Daniel Winthrop whistled while he dressed for church. He looked forward with anticipation to the moment when he would lay eyes on Mary Murray. Even her name had a musical ring to it.
He’d been waiting and planning what to say when he approached her. Today he would start his subtle courting. With the situation at the Murray farm, he knew he would have his work cut out for him to convince her she could start a life of her own with him. After he achieved that, he’d ask her father for her hand.
Visions of coming home to her each night and building a family together moved through his head like the slides of photo- graphs in the Holmes stereopticon they had at home. He loved her already, but more than that, he wanted to get her out of that house, where she was loaded down with so much work and responsibility.

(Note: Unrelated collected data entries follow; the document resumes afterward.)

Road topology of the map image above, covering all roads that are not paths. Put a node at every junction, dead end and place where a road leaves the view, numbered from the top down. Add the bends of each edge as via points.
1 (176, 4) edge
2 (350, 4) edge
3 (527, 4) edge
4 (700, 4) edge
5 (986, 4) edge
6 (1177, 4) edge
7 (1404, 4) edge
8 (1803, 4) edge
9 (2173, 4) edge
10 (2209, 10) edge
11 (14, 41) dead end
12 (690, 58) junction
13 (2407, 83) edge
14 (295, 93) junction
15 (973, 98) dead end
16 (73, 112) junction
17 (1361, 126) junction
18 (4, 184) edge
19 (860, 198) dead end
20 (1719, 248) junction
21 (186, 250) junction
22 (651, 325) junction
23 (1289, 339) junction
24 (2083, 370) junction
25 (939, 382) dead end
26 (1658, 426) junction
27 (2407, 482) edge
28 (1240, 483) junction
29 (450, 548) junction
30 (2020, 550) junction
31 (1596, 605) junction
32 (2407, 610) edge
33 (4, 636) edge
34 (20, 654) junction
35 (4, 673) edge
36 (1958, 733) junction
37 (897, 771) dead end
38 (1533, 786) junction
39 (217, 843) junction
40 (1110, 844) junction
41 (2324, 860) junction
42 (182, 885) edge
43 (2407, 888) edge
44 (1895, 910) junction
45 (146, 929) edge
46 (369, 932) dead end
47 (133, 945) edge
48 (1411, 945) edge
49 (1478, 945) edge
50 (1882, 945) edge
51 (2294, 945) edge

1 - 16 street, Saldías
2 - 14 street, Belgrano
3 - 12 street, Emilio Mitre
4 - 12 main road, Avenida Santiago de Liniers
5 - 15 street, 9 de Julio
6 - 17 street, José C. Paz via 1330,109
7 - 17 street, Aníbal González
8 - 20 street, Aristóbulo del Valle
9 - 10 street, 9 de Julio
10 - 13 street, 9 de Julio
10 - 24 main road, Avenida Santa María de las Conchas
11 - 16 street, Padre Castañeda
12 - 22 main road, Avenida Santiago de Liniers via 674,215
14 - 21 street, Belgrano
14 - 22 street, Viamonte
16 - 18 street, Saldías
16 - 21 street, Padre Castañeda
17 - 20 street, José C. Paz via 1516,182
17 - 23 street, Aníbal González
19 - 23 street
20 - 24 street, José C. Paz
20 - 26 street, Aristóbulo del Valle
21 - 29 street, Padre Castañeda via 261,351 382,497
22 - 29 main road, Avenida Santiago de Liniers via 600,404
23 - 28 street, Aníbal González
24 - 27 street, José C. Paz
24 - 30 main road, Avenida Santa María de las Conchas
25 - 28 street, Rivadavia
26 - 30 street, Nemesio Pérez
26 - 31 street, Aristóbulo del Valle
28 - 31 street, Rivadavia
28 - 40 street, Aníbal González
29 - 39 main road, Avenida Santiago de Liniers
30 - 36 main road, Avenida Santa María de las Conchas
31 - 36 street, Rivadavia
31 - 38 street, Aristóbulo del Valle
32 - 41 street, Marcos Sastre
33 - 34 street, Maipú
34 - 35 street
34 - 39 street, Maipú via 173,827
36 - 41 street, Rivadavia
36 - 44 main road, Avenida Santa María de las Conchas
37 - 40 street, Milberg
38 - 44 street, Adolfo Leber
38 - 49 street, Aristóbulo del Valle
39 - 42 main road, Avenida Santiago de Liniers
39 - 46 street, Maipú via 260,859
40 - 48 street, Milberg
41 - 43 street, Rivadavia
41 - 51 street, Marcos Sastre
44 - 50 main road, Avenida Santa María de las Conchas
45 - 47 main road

Daniel had often gone with his mother when she bought fresh produce from the Murrays, so he knew what her life had been like since her mother died. Their families came to Oregon on the same wagon train, so he’d known her all his life. He was only three years older than she was, and he had watched her over the last few years as she blossomed into a beautiful young woman.
Mary needed to be appreciated and cared for, and he was just the man to do it.
“Daniel, we’re leaving soon.” His father’s voice prodded him from his dreams.
With a final peek into the tall cheval glass, he straightened his necktie before he headed out the door of his room. “I’m on my way.”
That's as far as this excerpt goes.